Work to complete
Gather the lines from the material that contain "translate".

==================================================

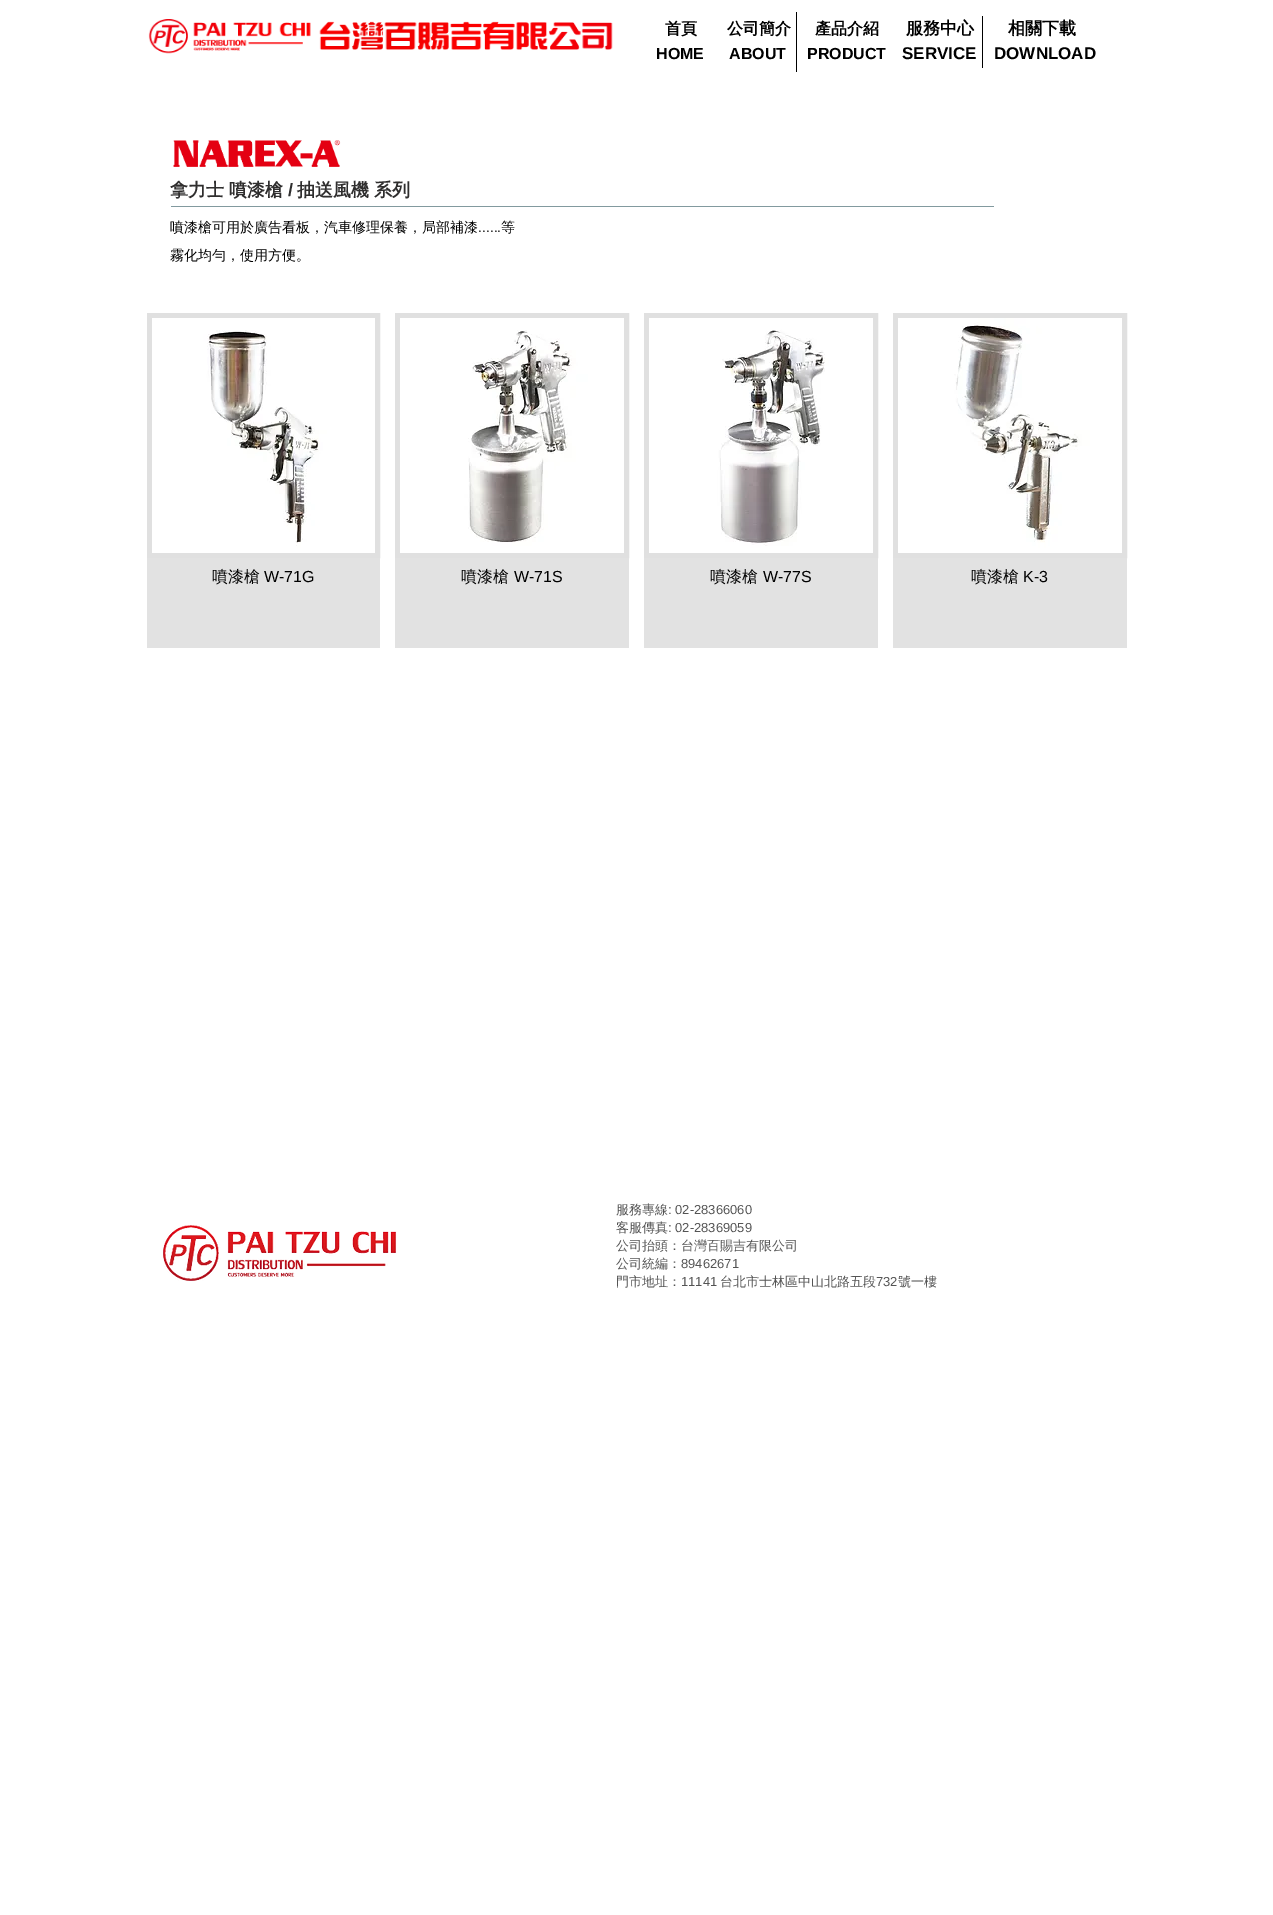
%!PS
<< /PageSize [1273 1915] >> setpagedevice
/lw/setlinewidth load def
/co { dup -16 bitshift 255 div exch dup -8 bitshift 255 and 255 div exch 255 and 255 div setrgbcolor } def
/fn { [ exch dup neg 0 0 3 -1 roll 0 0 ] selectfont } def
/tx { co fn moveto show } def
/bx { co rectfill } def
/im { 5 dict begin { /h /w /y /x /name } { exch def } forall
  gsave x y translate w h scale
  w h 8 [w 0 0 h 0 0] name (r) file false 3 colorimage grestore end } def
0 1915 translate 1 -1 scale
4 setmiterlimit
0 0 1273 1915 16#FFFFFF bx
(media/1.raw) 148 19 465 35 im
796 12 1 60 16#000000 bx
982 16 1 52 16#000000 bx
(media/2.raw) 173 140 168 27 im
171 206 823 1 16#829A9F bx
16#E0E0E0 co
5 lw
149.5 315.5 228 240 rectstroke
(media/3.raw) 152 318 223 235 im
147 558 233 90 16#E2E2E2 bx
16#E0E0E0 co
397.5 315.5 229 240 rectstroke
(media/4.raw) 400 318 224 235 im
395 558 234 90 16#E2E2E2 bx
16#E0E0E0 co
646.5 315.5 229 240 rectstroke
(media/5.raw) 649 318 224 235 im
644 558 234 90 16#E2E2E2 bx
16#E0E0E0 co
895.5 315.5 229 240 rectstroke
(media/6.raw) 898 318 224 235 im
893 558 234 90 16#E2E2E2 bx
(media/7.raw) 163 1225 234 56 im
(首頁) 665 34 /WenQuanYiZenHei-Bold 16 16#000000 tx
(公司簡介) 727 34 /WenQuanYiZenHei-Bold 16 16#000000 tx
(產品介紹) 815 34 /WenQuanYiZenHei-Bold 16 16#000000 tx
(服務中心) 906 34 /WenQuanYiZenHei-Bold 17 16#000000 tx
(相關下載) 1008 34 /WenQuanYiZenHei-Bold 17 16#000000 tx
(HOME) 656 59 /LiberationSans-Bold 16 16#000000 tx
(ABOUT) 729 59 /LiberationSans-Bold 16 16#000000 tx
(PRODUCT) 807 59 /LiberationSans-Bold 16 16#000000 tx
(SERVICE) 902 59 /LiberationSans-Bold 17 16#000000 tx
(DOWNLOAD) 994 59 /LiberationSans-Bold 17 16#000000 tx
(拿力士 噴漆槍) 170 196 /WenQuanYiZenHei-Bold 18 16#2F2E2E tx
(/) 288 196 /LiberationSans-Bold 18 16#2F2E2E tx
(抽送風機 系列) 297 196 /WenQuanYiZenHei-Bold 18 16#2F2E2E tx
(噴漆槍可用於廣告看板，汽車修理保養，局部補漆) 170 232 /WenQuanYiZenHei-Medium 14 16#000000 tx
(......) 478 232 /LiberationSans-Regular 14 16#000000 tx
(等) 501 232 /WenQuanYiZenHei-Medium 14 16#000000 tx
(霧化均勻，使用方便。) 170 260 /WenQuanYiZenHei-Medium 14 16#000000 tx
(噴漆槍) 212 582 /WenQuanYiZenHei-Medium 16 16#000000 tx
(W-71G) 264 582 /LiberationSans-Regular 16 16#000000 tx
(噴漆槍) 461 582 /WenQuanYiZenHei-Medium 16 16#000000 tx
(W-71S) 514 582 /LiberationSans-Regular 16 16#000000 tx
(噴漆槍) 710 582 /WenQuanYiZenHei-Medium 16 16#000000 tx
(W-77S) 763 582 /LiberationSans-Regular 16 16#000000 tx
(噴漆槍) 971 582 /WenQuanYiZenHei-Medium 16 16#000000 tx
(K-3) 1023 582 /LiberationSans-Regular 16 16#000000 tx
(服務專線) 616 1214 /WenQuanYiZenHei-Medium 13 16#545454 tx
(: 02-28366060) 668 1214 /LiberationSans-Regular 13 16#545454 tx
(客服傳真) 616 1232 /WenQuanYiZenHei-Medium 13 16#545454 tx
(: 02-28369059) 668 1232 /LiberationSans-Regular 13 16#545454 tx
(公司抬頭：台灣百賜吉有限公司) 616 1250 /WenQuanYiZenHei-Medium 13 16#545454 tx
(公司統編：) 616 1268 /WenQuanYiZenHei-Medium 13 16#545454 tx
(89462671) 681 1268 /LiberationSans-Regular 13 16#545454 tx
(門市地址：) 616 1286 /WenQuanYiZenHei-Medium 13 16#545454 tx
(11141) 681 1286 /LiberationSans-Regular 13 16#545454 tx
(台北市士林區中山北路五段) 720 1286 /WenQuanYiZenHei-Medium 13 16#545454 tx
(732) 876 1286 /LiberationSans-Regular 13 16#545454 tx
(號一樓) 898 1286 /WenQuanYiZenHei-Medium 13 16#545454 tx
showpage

==================================================

Problem solution
  gsave x y translate w h scale
0 1915 translate 1 -1 scale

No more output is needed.